Exercise requirements - The answer must consist of every line from the entries that holds the word "image".

Available records -
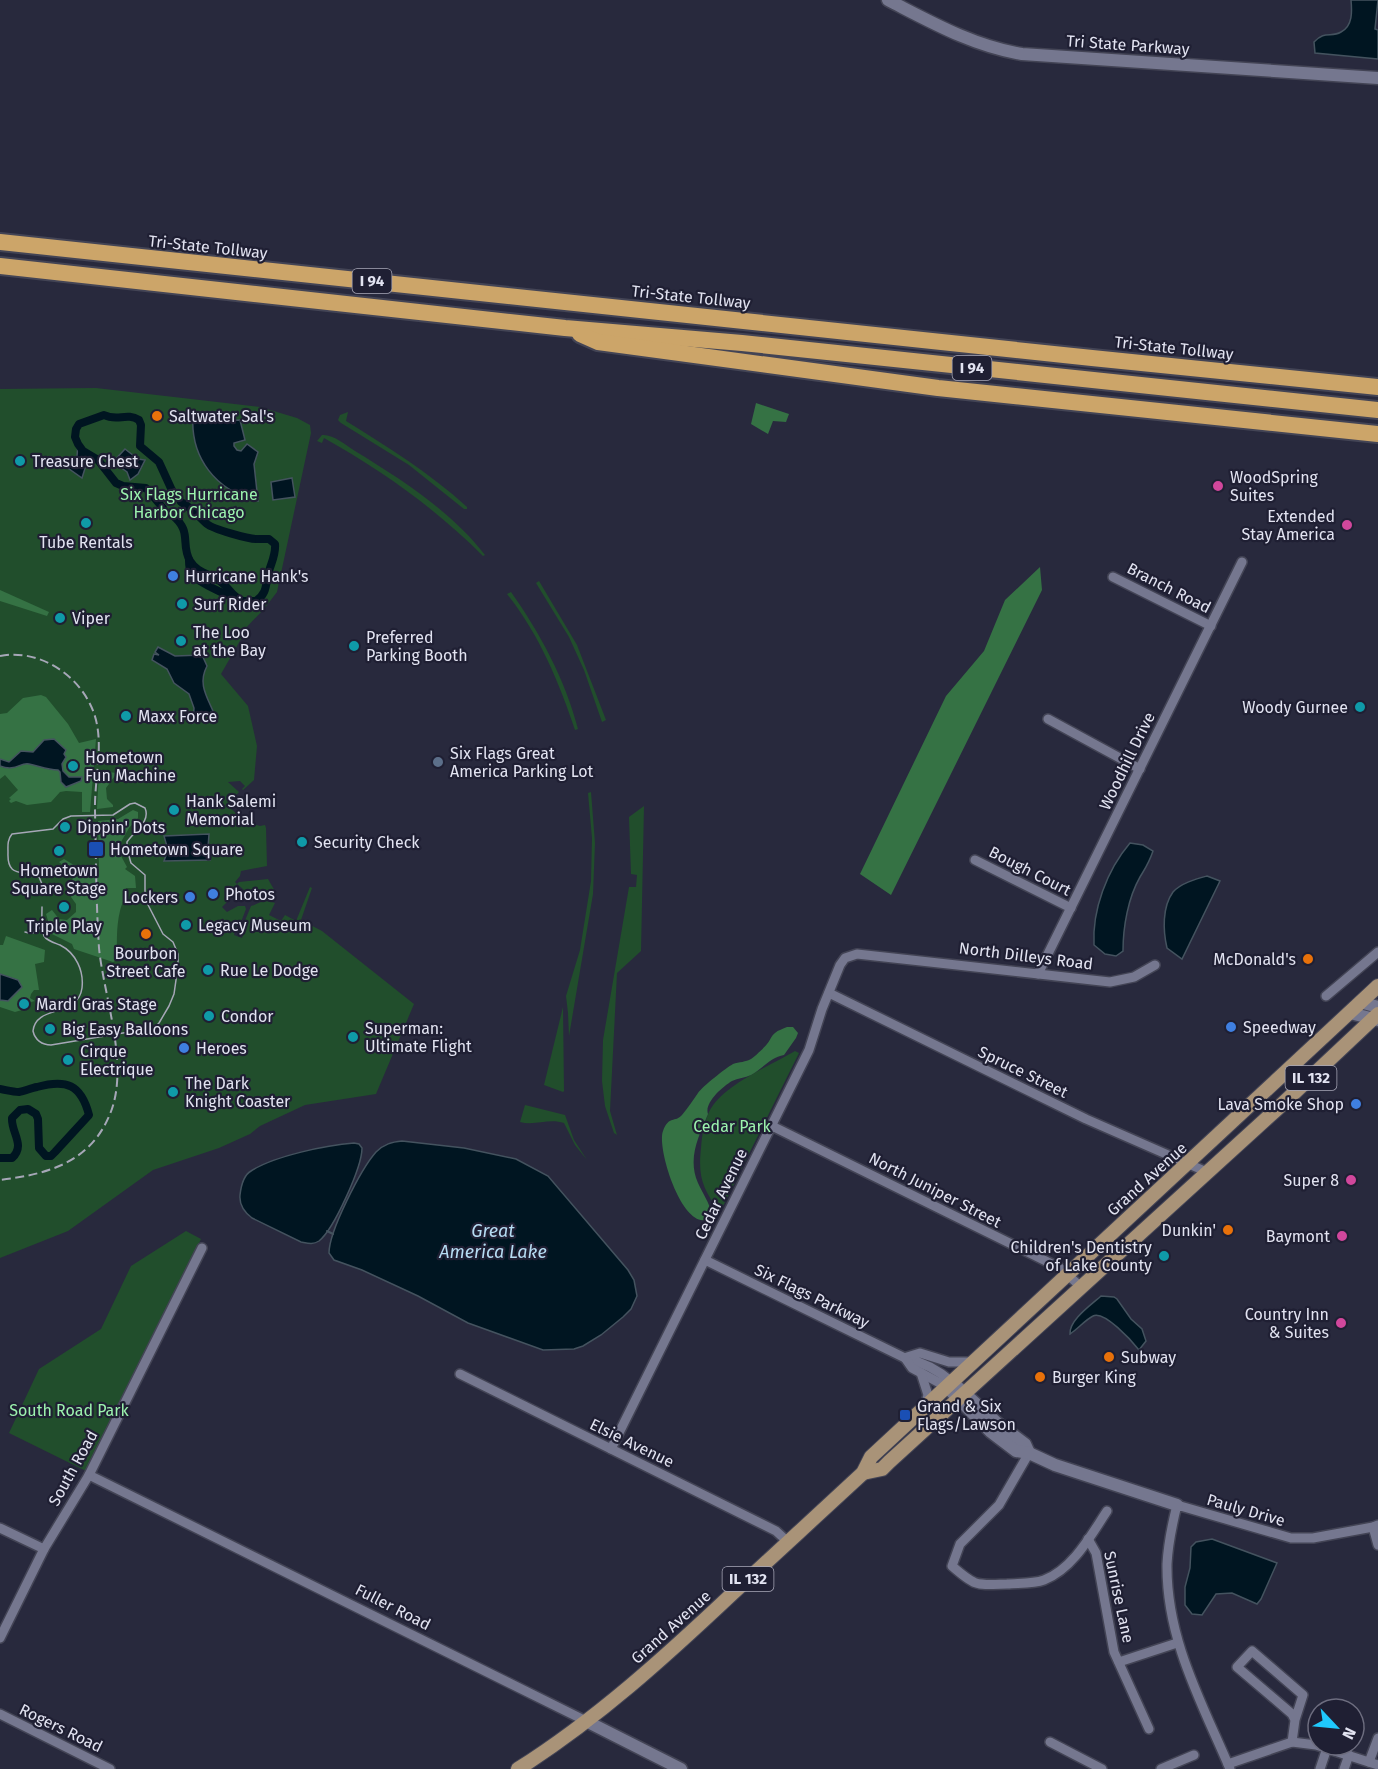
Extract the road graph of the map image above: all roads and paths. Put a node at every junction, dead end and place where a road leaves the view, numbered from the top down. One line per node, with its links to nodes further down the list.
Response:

* * *

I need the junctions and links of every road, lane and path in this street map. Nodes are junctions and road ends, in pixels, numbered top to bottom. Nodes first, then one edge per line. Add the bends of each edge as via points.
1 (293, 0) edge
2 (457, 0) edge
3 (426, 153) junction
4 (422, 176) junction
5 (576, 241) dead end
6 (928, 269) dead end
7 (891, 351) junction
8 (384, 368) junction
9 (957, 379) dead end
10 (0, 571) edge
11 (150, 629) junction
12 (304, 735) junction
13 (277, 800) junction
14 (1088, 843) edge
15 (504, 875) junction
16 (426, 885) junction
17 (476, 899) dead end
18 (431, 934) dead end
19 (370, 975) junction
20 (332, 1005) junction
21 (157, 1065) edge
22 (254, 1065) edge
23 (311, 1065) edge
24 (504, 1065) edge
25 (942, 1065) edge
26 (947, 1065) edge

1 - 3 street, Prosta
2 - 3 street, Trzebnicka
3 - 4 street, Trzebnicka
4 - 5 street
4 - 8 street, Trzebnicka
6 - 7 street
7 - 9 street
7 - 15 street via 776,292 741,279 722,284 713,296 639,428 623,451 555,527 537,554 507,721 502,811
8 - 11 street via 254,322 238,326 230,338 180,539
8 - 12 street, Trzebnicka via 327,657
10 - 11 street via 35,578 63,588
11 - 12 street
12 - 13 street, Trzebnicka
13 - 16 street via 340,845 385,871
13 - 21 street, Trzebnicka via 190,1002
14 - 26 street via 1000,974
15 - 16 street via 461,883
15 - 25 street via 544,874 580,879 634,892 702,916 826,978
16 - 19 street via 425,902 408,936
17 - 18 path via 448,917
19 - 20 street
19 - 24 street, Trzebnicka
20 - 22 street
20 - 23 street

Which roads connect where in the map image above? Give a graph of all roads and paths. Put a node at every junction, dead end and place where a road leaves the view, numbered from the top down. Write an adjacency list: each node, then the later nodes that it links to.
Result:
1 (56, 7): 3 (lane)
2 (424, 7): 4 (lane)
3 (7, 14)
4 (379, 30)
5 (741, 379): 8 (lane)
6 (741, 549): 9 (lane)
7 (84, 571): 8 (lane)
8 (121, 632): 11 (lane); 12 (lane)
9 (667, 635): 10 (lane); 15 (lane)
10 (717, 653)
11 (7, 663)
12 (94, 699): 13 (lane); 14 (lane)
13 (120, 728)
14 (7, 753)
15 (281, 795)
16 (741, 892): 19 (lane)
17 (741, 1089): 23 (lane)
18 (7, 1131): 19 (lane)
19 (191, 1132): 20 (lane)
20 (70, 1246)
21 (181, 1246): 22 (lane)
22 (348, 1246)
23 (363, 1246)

==

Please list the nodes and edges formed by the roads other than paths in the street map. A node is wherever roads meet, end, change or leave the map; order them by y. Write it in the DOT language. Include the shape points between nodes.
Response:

Exercise response -
Extract the road graph of the map image above: all roads and paths. Put a node at every junction, dead end and place where a road leaves the view, numbered from the top down. One line per node, with its links to nodes further down the list.
Which roads connect where in the map image above? Give a graph of all roads and paths. Put a node at every junction, dead end and place where a road leaves the view, numbered from the top down. Write an adjacency list: each node, then the later nodes that it links to.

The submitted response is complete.